3) Been there done that. W Bush claimed he was going to cause high investment and wages by changing corporate taxation. In particular, the second Bush tax cut changed the taxation of dividends. Previously they had been taxed twice first as corporate income then as personal income of the shareholder. This, it was promised, would reduce the cost of capital for joint stock corporations (C corporations in IRS talk) and cause them to invest more. Importantly, it would have no effect on pass through firms whose profits are just taxed as personal income of their owners (some of these are called S corporations by the IRS). This means it was an experiment. According to W, if you look at a bunch of otherwise similar firms some of which are C corporations and some of which are S corporations, then following the tax reform investment by the C-corporations should increase compared to investment by the S-corporations.
Danny Yagan at Berkeley notes that it didn’t. Also there was not a statistically signficant difference in the growth of employee compensation.
American Economic Review 2015, 105(12): 3531–3563
I find analysis of the results of this experiment to be very convincing.
4) Capital is like clay, soft when you work it, then rigid once it is fired. In models it is easy to substitute capital for labor causing higher labor productivity. But in the real world, firms mostly invest to increase capacity. The substitution of capital for labor is slow. It has a lot to do with new establishments (new factories say) but not so much with refitting old ones. It is limited by technology. This means that investment has a lot to do with lack of spare capacity and not so much to do with the cost of capital. This story fits the aggregate data on non residential investment.
5) Just ask CEOs. Matt Yglesias reports
An awkward — but extremely telling — moment arose yesterday at a Wall Street Journal “CEO Council” event that featured the Trump administration’s top economic policy hand, Gary Cohn, as a key speaker.

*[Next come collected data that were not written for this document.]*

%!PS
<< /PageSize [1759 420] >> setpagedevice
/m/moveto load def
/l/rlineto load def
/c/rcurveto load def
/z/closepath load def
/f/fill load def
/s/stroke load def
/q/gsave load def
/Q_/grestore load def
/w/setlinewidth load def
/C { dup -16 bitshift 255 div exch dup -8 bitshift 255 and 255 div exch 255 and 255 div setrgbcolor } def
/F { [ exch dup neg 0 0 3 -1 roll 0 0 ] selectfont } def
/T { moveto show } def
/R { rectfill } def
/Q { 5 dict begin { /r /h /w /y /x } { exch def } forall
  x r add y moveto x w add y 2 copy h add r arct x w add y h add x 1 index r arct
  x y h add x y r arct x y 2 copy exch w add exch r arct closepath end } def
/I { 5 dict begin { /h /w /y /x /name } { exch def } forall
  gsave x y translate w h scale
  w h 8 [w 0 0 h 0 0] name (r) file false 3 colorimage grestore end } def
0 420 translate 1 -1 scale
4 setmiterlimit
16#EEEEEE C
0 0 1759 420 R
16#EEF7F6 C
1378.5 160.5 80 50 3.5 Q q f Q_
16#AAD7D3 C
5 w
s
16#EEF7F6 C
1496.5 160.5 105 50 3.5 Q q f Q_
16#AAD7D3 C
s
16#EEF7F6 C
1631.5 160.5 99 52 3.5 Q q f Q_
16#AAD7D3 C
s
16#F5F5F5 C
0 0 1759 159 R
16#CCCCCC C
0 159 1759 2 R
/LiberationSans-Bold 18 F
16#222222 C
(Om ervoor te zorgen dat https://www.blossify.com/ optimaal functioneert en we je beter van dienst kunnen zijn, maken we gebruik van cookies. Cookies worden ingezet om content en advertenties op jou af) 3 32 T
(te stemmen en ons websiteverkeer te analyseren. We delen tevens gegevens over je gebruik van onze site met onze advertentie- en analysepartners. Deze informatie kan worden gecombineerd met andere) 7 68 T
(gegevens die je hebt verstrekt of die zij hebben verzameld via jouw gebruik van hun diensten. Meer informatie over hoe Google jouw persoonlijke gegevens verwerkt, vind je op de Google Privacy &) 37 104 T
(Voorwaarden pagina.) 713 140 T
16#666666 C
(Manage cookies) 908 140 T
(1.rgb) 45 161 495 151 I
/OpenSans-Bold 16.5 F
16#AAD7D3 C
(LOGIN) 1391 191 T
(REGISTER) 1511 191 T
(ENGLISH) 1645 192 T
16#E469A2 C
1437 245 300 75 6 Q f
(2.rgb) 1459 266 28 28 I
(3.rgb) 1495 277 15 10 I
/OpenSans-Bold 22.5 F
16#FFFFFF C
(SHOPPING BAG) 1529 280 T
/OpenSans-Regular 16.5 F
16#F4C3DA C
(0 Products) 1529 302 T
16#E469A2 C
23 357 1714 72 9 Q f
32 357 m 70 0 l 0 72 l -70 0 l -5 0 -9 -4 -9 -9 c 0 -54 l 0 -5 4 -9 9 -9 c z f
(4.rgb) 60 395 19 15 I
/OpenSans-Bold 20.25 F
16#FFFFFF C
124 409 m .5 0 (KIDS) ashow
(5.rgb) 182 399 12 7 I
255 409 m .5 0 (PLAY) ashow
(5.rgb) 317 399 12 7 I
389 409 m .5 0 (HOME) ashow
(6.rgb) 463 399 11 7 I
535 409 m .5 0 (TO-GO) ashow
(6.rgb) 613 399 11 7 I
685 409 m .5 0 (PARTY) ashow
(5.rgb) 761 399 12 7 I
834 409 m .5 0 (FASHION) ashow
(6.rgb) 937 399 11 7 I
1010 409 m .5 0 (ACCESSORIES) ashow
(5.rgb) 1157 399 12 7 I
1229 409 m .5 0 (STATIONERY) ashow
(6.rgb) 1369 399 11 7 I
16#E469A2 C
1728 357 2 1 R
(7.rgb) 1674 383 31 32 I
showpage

John Bussey, an associate editor with the Journal, asks the CEOs in the room, “If the tax reform bill goes through, do you plan to increase investment — your companies’ investment — capital investment,” and requests a show of hands. Only a few hands go up, leaving Cohn to ask sheepishly, “Why aren’t the other hands up?”
And there is video
VIDEO: CEOs asked if they plan to increase their company's capital investments if the GOP's tax bill passes.
A few hands go up.
"Why aren't the other hands up?" Gary Cohn asks.#WSJCEOCouncil pic.twitter.com/TD2oAlN27S
— Natalie Andrews (@nataliewsj) November 14, 2017
I got this from Natalie Andrews
I almost feel sorry for Cohn (OK I don’t but almost).

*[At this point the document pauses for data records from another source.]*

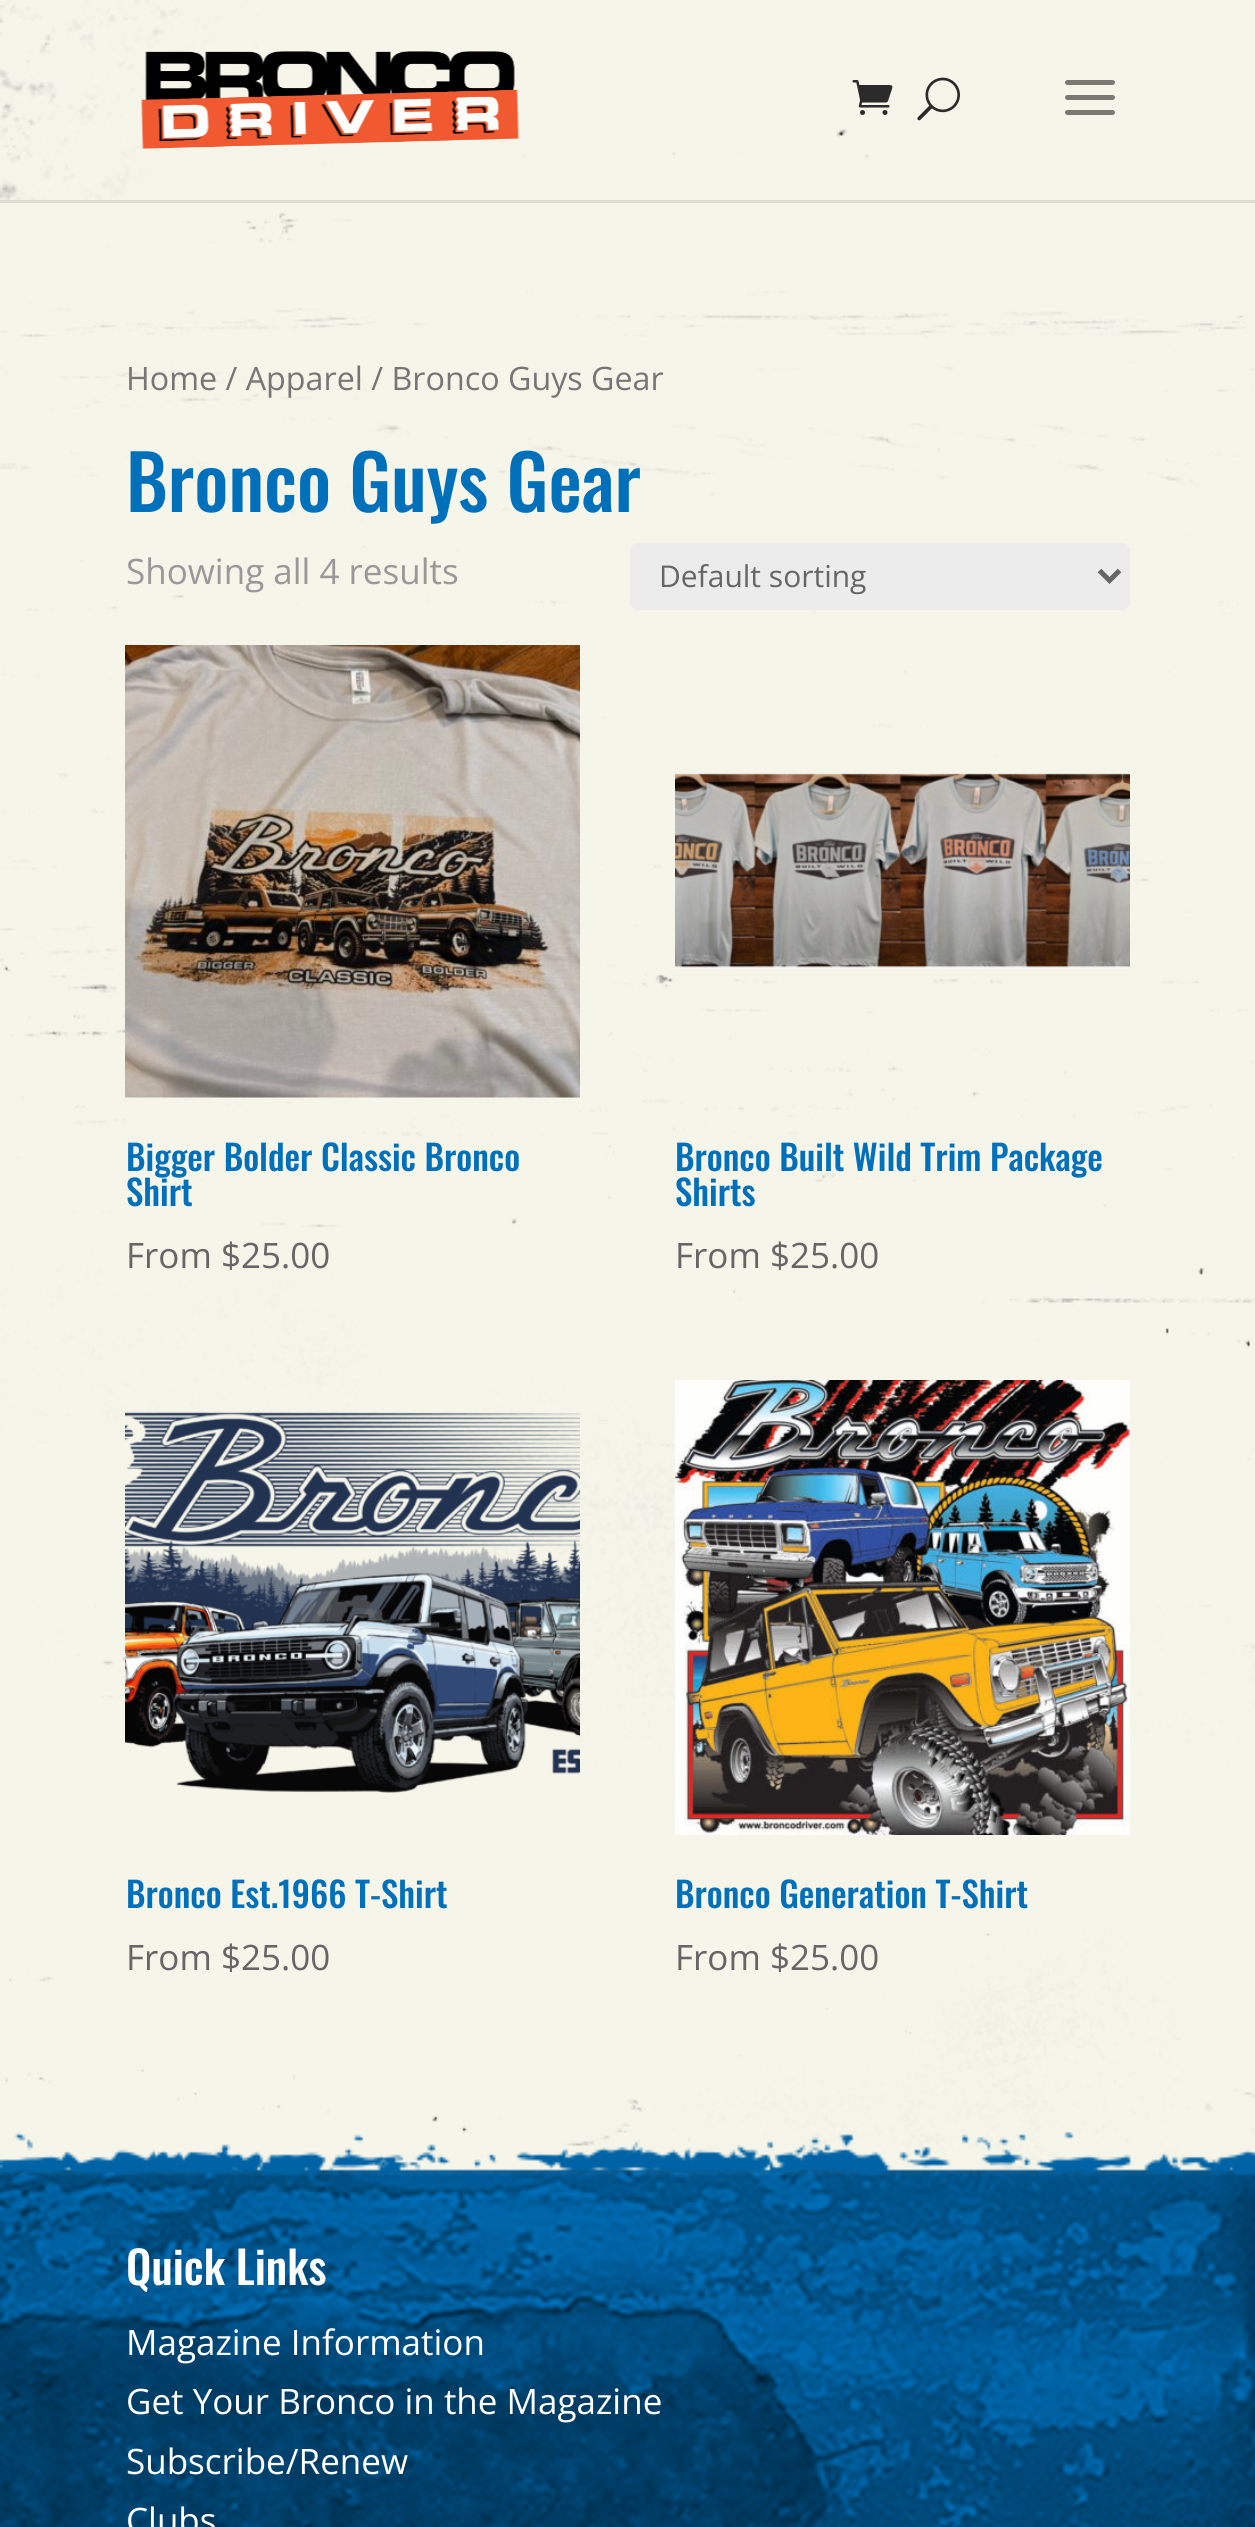 #include <cairo.h>
#include <math.h>
#include <stddef.h>

static cairo_t *ctx;

static void use_color(int r, int g, int b) {
    cairo_set_source_rgb(ctx, r / 255.0, g / 255.0, b / 255.0);
}

static void round_rect(double x, double y, double w, double h, double r) {
    cairo_new_sub_path(ctx);
    cairo_arc(ctx, x + w - r, y + h - r, r, 0, M_PI / 2);
    cairo_arc(ctx, x + r, y + h - r, r, M_PI / 2, M_PI);
    cairo_arc(ctx, x + r, y + r, r, M_PI, 1.5 * M_PI);
    cairo_arc(ctx, x + w - r, y + r, r, 1.5 * M_PI, 2 * M_PI);
    cairo_close_path(ctx);
}

static void picture(const char *path, double x, double y, double w, double h) {
    cairo_surface_t *image = cairo_image_surface_create_from_png(path);
    cairo_save(ctx);
    cairo_set_source_surface(ctx, image, x, y);
    cairo_rectangle(ctx, x, y, w, h);
    cairo_fill(ctx);
    cairo_restore(ctx);
    cairo_surface_destroy(image);
}

int main(void) {
    cairo_surface_t *surface = cairo_image_surface_create(CAIRO_FORMAT_RGB24, 1255, 2527);
    ctx = cairo_create(surface);
    cairo_font_options_t *options = cairo_font_options_create();
    cairo_font_options_set_hint_metrics(options, CAIRO_HINT_METRICS_OFF);
    cairo_font_options_set_hint_style(options, CAIRO_HINT_STYLE_NONE);
    cairo_set_font_options(ctx, options);
    cairo_set_miter_limit(ctx, 4);
    use_color(255, 255, 255);
    cairo_paint(ctx);
    picture("img1.png", 0, 203, 1255, 1968);
    use_color(221, 221, 210);
    cairo_rectangle(ctx, 0, 200, 1255, 3);
    cairo_fill(ctx);
    use_color(245, 245, 233);
    cairo_rectangle(ctx, 870, 0, 385, 200);
    cairo_fill(ctx);
    picture("img2.png", 0, 0, 870, 200);
    picture("img3.png", 141, 51, 378, 98);
    picture("img4.png", 852, 80, 41, 35);
    picture("img5.png", 917, 77, 43, 44);
    picture("img6.png", 1065, 80, 50, 35);
    cairo_select_font_face(ctx, "Open Sans", CAIRO_FONT_SLANT_NORMAL, CAIRO_FONT_WEIGHT_NORMAL);
    cairo_set_font_size(ctx, 32.25);
    use_color(118, 118, 118);
    cairo_move_to(ctx, 126, 390);
    cairo_show_text(ctx, "Home / Apparel / Bronco Guys Gear");
    cairo_select_font_face(ctx, "Oswald Medium", CAIRO_FONT_SLANT_NORMAL, CAIRO_FONT_WEIGHT_NORMAL);
    cairo_set_font_size(ctx, 75);
    use_color(0, 112, 186);
    cairo_move_to(ctx, 126, 512);
    cairo_show_text(ctx, "Bronco Guys Gear");
    cairo_select_font_face(ctx, "Open Sans", CAIRO_FONT_SLANT_NORMAL, CAIRO_FONT_WEIGHT_NORMAL);
    cairo_set_font_size(ctx, 35);
    use_color(153, 153, 153);
    cairo_move_to(ctx, 126, 584);
    cairo_show_text(ctx, "Showing all 4 results");
    use_color(236, 236, 236);
    round_rect(630, 543, 500, 67, 8);
    cairo_fill(ctx);
    cairo_new_path(ctx);
    cairo_move_to(ctx, 1099.5, 570.5);
    cairo_line_to(ctx, 1109.5, 580.5);
    cairo_line_to(ctx, 1119.5, 570.5);
    use_color(102, 102, 102);
    cairo_set_line_width(ctx, 5);
    cairo_stroke(ctx);
    cairo_set_font_size(ctx, 30);
    cairo_move_to(ctx, 659, 587);
    cairo_show_text(ctx, "Default sorting");
    picture("img7.png", 125, 645, 455, 453);
    cairo_select_font_face(ctx, "Oswald Medium", CAIRO_FONT_SLANT_NORMAL, CAIRO_FONT_WEIGHT_NORMAL);
    cairo_set_font_size(ctx, 35);
    use_color(0, 112, 186);
    cairo_move_to(ctx, 126, 1171);
    cairo_show_text(ctx, "Bigger Bolder Classic Bronco");
    cairo_move_to(ctx, 126, 1206);
    cairo_show_text(ctx, "Shirt");
    cairo_select_font_face(ctx, "Open Sans", CAIRO_FONT_SLANT_NORMAL, CAIRO_FONT_WEIGHT_NORMAL);
    use_color(102, 102, 102);
    cairo_move_to(ctx, 126, 1268);
    cairo_show_text(ctx, "From $25.00");
    picture("img8.png", 675, 773, 455, 196);
    cairo_select_font_face(ctx, "Oswald Medium", CAIRO_FONT_SLANT_NORMAL, CAIRO_FONT_WEIGHT_NORMAL);
    use_color(0, 112, 186);
    cairo_move_to(ctx, 675, 1171);
    cairo_show_text(ctx, "Bronco Built Wild Trim Package");
    cairo_move_to(ctx, 675, 1206);
    cairo_show_text(ctx, "Shirts");
    cairo_select_font_face(ctx, "Open Sans", CAIRO_FONT_SLANT_NORMAL, CAIRO_FONT_WEIGHT_NORMAL);
    use_color(102, 102, 102);
    cairo_move_to(ctx, 675, 1268);
    cairo_show_text(ctx, "From $25.00");
    picture("img9.png", 125, 1411, 455, 382);
    cairo_select_font_face(ctx, "Oswald Medium", CAIRO_FONT_SLANT_NORMAL, CAIRO_FONT_WEIGHT_NORMAL);
    use_color(0, 112, 186);
    cairo_move_to(ctx, 126, 1908);
    cairo_show_text(ctx, "Bronco Est.1966 T-Shirt");
    cairo_select_font_face(ctx, "Open Sans", CAIRO_FONT_SLANT_NORMAL, CAIRO_FONT_WEIGHT_NORMAL);
    use_color(102, 102, 102);
    cairo_move_to(ctx, 126, 1970);
    cairo_show_text(ctx, "From $25.00");
    picture("img10.png", 675, 1380, 455, 455);
    cairo_select_font_face(ctx, "Oswald Medium", CAIRO_FONT_SLANT_NORMAL, CAIRO_FONT_WEIGHT_NORMAL);
    use_color(0, 112, 186);
    cairo_move_to(ctx, 675, 1908);
    cairo_show_text(ctx, "Bronco Generation T-Shirt");
    cairo_select_font_face(ctx, "Open Sans", CAIRO_FONT_SLANT_NORMAL, CAIRO_FONT_WEIGHT_NORMAL);
    use_color(102, 102, 102);
    cairo_move_to(ctx, 675, 1970);
    cairo_show_text(ctx, "From $25.00");
    picture("img11.png", 0, 2131, 1255, 396);
    cairo_select_font_face(ctx, "Oswald Medium", CAIRO_FONT_SLANT_NORMAL, CAIRO_FONT_WEIGHT_NORMAL);
    cairo_set_font_size(ctx, 45);
    use_color(255, 255, 255);
    cairo_move_to(ctx, 126, 2285);
    cairo_show_text(ctx, "Quick Links");
    cairo_select_font_face(ctx, "Open Sans", CAIRO_FONT_SLANT_NORMAL, CAIRO_FONT_WEIGHT_NORMAL);
    cairo_set_font_size(ctx, 35);
    cairo_move_to(ctx, 126, 2355);
    cairo_show_text(ctx, "Magazine Information");
    cairo_move_to(ctx, 126, 2414);
    cairo_show_text(ctx, "Get Your Bronco in the Magazine");
    cairo_move_to(ctx, 126, 2474);
    cairo_show_text(ctx, "Subscribe/Renew");
    cairo_move_to(ctx, 126, 2533);
    cairo_show_text(ctx, "Clubs");
    cairo_surface_write_to_png(surface, "result.png");
    cairo_font_options_destroy(options);
    cairo_destroy(ctx);
    cairo_surface_destroy(surface);
    return 0;
}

update: Matt Yglesias has another live one — a CEO saying the GOP argument is bogwash
Also Paul Krugman is still a dinosaur.
update: I forgot the BOA/Merrill Lynch Survey of CEOs
A Bank of America-Merrill Lynch survey this summer asked over 300 executives at major U.S. corporations what they would do after a “tax holiday” that would allow them to bring back money held overseas at a low tax rate. The No. 1 response? Pay down debt. The second most popular response was stock buybacks, where companies purchase some of their own shares to drive up the price. The third was mergers. Actual investments in new factories and more research were low on the list of plans for how to spend extra money.